CURRENTS
Interviewing: Was This Food Fight Fair?
Off the record. Not for attribution. On background. You know what these stock interview terms mean. Or do you? Witness what happened when reporters for two top newspapers set the boundaries of an interview. It seems they were not on the same page.
In July, The New York Times Magazine ran a provocative cover story by Gary Taubes, an author and correspondent for Science, questioning the conventional wisdom about the role of dietary fat in weight gain. Sally Squires, a health reporter who writes The Lean Plate Club column for The Washington Post, wrote a sharp response to the piece, for which she interviewed Taubes at length.
According to Taubes, he and Squires spent several minutes laying the ground rules for the interview. They agreed, he says, that Squires would "check quotes" with Taubes. To Taubes, this meant that he would speak freely during the interviews and Squires would not quote him without his express consent.
The two reporters then chewed the fat for several hours, with Taubes believing that he was "protected, in effect." Four days before Squires's piece went to press, she phoned him, he says, not to ask permission to include certain quotes as Taubes believed she would do but to inform him which quotes she was using. That, Taubes says, was how she had interpreted their agreement.
Taubes went ballistic. His language during the interviews had been less than measured. He talked, for example, about a specific study not having "any scientific merit" and about a certain scientist having "made it [the data] up." Taubes demanded to speak to Squires's editor, but was told the editor was busy. "To feel the press used as a weapon against you is a horrible feeling," he says. "To be told that there is no appeal, that you're just going to get drawn and quartered . . ." The next day, Taubes sent a letter of protest to the top half of the Post masthead (including Donald Graham) in which he wrote that it would be "incomprehensibly naïve for any journalist to say such things" unless he believed they were off the record.
But were they off the record? To what, exactly, had the two reporters agreed? For answers, Taubes says he urged the Post to go to the tapes (Squires had recorded the interviews). Steve Coll, the Post's managing editor, says, "I did conclude, after conducting a review, that the ground rules reached between the reporter and Mr. Taubes were ambiguous." He adds, "That's not to say I accepted all the assertions that Taubes made."

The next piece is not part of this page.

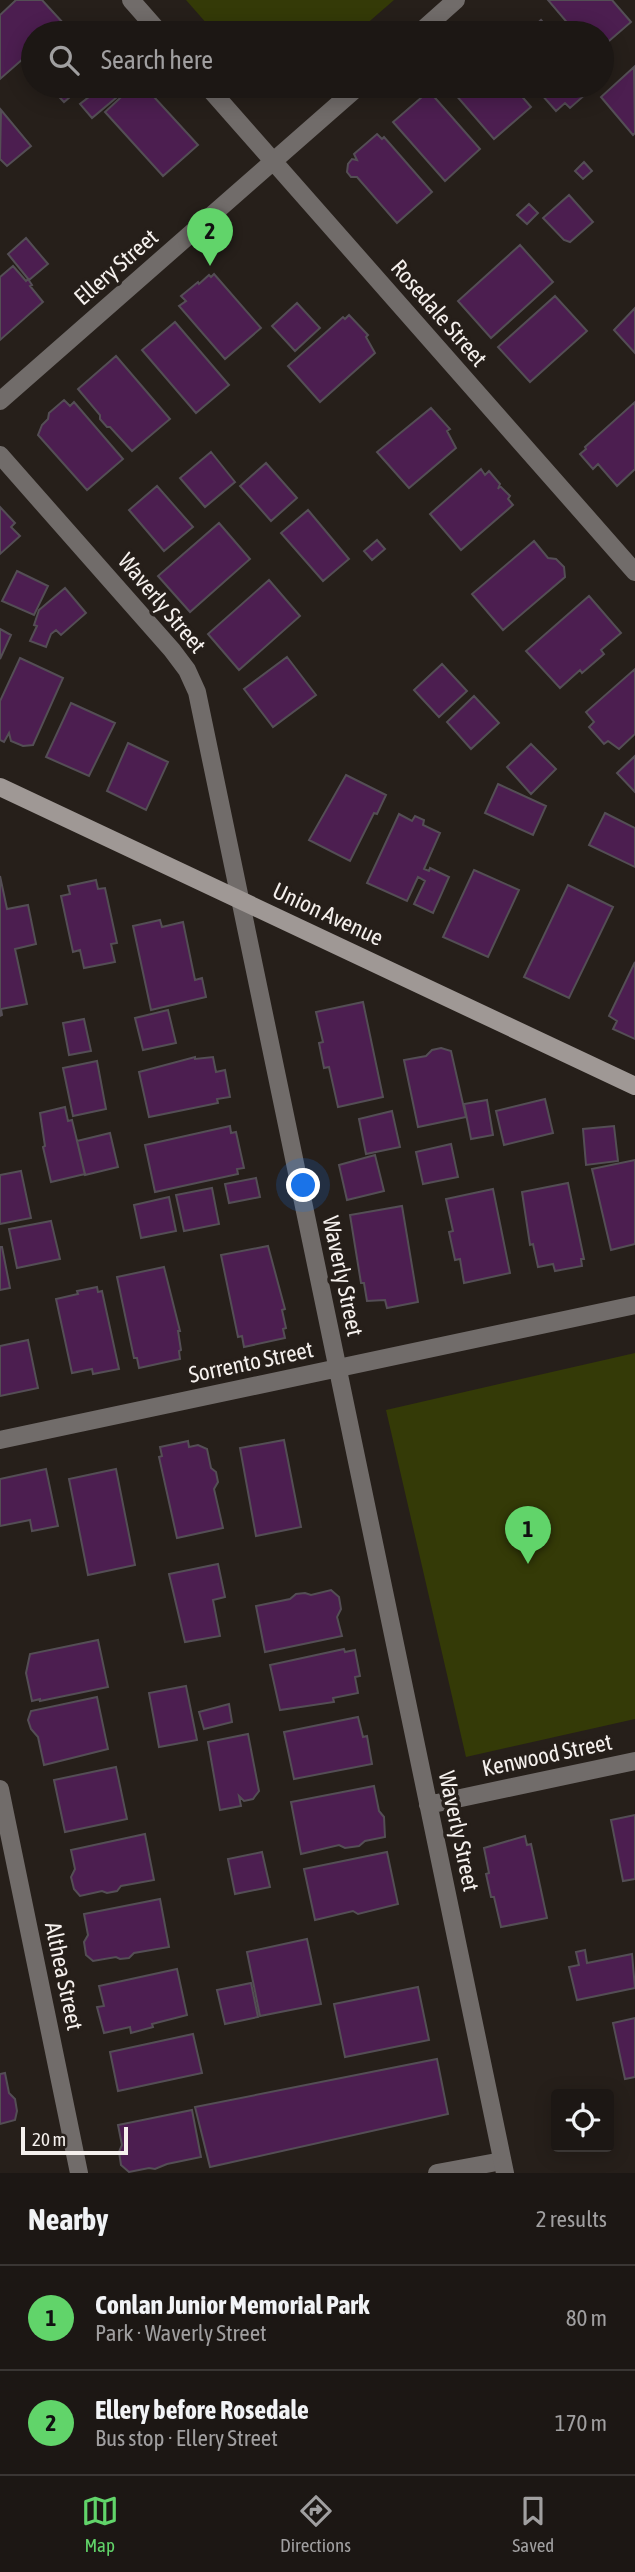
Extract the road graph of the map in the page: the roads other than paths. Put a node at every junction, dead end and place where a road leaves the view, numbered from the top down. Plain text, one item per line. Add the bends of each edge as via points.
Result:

What was Squires's understanding of the ground rules? She won't say. "I make it a policy never to discuss my newsgathering or the agreements I make with my sources," she says. "I've been reporting for twenty-three years, and in that time, none of my sources has ever complained." Her piece ran on August 27, quotes and all, although in what a Post editor calls "an abundance of fairness" to Taubes and "in the face of his adamant and agitated demands" the Post stopped syndication of the article and limited its Web presence. "This is a situation where there was plenty of hay made on both sides," the editor adds.
With hindsight, even Taubes agrees that the arrangement may have been less than clear. But he raises an interesting question: If it becomes apparent over the course of an interview that a source has the wrong impression of the ground rules, should you clue him in? "At the very least, it was a con," Taubes says. "At some point in the interview, Squires must have known that our understanding of the ground rules differed, and yet there was no clarification, no recourse." Coll says he regrets that Taubes was not given a chance to talk to an editor. "If he needed that recourse in order to have the issue reviewed to the greatest possible extent, it should have happened," he says. Ground rules "shouldn't be a game of gotcha," Coll adds, and "sources who have the experience or knowledge to participate in the clarification of ground rules ought to do so." In this case, however, experience may have been part of the problem. Coll speculates that "one reason the ambiguity arose is because both parties believed they had ample experience to speak in shorthand with one another."
While Taubes was granted space in the Post's September 24 health section to respond to Squires's piece to argue the science, not that his quotes were misused the experience has left scars. "I'm an investigative reporter who is now leery of talking to reporters," Taubes says. (All quotes from Taubes were "checked" with him before inclusion in this piece, per a very explicit agreement with this reporter).